Updated 4.41 pm E.S.T.
Apple unveiled its much-anticipated iPhone 4S on Tuesday during its first product launch since Steve Jobs resigned as CEO in late August. The new phone, which features a new camera and faster processor to handle graphics, will ship on October 14th in the United States, and will be available in 70 countries by the end of the year, according to reports from the press conference at its headquarters in Cupertino, California.
The new iPhone will work on both GSM and CDMA networks, reports the Wall Street Journal, which means, finally, that people who travel can use it anywhere in the world.
Prices for for the iPhone 4S are: $199 for 16 gigabytes of storage, $299 for 32 GB, and $399 for 64 GB with two-year phone contracts. Apple is also making its iPhone 4 with 8 GB available for for $99.

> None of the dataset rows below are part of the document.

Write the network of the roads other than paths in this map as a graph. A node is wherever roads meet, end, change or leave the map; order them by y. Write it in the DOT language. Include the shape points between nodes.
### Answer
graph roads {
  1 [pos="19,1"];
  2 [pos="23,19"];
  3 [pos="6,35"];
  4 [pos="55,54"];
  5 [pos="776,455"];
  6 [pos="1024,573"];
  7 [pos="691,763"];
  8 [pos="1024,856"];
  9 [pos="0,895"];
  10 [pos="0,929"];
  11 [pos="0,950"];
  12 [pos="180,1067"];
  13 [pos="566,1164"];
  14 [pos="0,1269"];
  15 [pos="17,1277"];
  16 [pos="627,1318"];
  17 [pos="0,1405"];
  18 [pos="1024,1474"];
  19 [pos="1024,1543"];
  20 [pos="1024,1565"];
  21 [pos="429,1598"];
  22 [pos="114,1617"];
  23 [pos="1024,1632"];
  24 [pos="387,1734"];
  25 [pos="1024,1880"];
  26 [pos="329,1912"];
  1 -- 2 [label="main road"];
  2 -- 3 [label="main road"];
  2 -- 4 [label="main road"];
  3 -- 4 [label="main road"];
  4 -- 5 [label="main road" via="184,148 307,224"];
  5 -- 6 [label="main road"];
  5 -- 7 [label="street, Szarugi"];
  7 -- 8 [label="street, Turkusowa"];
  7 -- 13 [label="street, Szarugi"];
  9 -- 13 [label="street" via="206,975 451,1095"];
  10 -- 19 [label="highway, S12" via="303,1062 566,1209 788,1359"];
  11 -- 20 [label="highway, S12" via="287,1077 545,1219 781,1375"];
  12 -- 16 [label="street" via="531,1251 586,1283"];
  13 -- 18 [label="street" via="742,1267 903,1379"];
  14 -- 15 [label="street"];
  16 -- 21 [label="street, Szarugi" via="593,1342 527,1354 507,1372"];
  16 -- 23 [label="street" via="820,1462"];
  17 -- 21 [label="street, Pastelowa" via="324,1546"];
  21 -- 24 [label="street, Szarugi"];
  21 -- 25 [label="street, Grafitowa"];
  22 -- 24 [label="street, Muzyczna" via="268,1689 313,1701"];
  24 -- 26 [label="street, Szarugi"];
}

As anticipated in the rumor-mill leading up to the launch of the new phone, the iPhone 4S also has a new antenna design, the Journal reports.
Apple also unveiled an amazing new voice-control system for the iPhone on Tuesday, which the New York Times‘ Sam Grobart characterizes as “chilling,” because it can respond to questions such as “Who Are You?”

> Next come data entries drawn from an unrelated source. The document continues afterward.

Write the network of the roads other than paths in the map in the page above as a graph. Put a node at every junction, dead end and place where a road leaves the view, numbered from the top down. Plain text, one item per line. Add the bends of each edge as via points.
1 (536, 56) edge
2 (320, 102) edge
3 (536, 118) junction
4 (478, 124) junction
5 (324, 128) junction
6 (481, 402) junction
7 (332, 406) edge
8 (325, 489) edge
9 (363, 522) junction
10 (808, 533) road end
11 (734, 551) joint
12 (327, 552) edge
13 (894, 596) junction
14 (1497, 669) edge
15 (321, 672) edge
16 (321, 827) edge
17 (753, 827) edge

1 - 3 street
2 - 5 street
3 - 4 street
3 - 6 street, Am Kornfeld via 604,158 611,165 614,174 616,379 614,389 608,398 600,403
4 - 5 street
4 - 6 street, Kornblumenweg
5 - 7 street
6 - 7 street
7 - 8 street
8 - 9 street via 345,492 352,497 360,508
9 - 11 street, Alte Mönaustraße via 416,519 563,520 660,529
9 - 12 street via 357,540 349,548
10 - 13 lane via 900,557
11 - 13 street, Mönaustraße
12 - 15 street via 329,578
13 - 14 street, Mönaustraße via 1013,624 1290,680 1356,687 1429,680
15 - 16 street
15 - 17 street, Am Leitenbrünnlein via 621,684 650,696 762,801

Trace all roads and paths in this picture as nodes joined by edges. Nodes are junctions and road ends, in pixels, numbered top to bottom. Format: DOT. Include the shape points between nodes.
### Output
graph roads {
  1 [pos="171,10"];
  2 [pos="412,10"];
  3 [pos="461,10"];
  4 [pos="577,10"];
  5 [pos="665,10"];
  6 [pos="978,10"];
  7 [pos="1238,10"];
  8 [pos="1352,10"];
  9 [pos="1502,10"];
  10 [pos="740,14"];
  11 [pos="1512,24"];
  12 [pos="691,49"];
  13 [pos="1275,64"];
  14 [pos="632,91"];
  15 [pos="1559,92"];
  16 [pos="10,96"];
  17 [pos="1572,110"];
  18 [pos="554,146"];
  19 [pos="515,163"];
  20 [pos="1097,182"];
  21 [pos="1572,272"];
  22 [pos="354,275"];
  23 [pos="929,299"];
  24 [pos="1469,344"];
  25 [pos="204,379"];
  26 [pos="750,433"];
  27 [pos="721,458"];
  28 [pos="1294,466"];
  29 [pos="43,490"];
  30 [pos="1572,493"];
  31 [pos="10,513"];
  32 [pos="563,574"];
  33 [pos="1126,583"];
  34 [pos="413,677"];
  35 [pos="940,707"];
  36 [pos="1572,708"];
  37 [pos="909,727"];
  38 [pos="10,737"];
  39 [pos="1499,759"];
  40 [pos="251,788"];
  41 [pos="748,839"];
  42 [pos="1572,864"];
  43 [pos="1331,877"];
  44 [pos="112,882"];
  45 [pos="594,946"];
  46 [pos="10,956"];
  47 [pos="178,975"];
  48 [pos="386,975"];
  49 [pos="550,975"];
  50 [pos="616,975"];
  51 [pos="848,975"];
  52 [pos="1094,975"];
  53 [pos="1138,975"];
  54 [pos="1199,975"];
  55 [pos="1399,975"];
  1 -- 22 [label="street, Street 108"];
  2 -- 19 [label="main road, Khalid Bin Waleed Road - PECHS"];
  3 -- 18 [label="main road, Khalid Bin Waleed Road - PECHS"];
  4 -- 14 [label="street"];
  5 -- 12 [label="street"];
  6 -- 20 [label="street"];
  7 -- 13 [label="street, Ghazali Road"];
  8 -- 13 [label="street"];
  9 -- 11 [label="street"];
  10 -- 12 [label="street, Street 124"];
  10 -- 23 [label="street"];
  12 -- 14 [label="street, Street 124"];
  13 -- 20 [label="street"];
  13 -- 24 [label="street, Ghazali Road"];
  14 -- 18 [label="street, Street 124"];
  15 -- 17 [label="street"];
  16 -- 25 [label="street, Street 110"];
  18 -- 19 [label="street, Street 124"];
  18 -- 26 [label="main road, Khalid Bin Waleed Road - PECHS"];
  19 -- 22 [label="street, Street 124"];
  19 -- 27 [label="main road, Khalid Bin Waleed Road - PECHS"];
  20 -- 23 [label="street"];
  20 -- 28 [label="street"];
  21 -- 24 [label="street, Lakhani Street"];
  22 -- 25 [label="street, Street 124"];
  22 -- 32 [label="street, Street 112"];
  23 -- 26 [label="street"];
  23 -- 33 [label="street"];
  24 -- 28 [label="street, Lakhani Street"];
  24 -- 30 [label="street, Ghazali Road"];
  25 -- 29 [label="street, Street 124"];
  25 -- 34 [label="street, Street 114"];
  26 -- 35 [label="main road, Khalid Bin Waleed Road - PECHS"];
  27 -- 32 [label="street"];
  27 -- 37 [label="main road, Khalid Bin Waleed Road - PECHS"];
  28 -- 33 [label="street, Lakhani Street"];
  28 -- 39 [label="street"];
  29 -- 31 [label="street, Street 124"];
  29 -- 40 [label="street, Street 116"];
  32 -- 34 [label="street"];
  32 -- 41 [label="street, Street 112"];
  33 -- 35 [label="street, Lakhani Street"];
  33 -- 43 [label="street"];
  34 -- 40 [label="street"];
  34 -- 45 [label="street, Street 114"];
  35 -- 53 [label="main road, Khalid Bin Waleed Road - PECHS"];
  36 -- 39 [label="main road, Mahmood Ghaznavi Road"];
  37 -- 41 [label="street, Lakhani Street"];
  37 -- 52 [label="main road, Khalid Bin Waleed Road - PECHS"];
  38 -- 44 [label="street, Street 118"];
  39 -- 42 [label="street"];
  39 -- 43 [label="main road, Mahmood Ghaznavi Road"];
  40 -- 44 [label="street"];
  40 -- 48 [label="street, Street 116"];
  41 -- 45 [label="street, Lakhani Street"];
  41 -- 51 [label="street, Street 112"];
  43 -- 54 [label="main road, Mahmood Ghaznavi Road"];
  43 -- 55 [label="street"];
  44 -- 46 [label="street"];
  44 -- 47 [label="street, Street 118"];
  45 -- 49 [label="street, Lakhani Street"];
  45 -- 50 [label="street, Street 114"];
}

When asked who it was, Siri, the new voice command system on the iPhone responded: “I am a humble personal assistant.”
The new phone features an 8 megapixel camera, 8 hours of talk time, 3 hours of 3G browsing and 9 hours on WiFi, according to TheNextWeb.
Meanwhile, This Is My Next has compiled a handy chart comparing the key features of the iPhone 4, the 4S and the Android-powered Galaxy S II.
Apple product launches are always filled with factoids that are designed to impress. Apple’s new CEO Tim Cook delivered a few of those on Tuesday:
— 93 percent of Fortune 500 companies are now testing the iPhone, according to VentureBeat’s Dean Takahashi.
— 18 billion apps have been downloaded from Apple’s App Store.
— Customers are downloading a billion apps a month and Apple has paid $3 billion to application developers.
— 100,000 developers are developing on IOS5 and it has 200 new features.
Here’s what Apple’s execs didn’t mention on Tuesday at their event: Despite all the hype, sales of Android-powered handsets around the world are more than double than those of the iPhone for the second quarter of this year, according to market research firm Gartner.
Cook framed the market in a different light on Tuesday. He noted that iPhone only has a five percent share of the overall handset market, and that ultimately, he thinks all mobile phones will be smartphones. So the implication is that there is still lots of room to grow.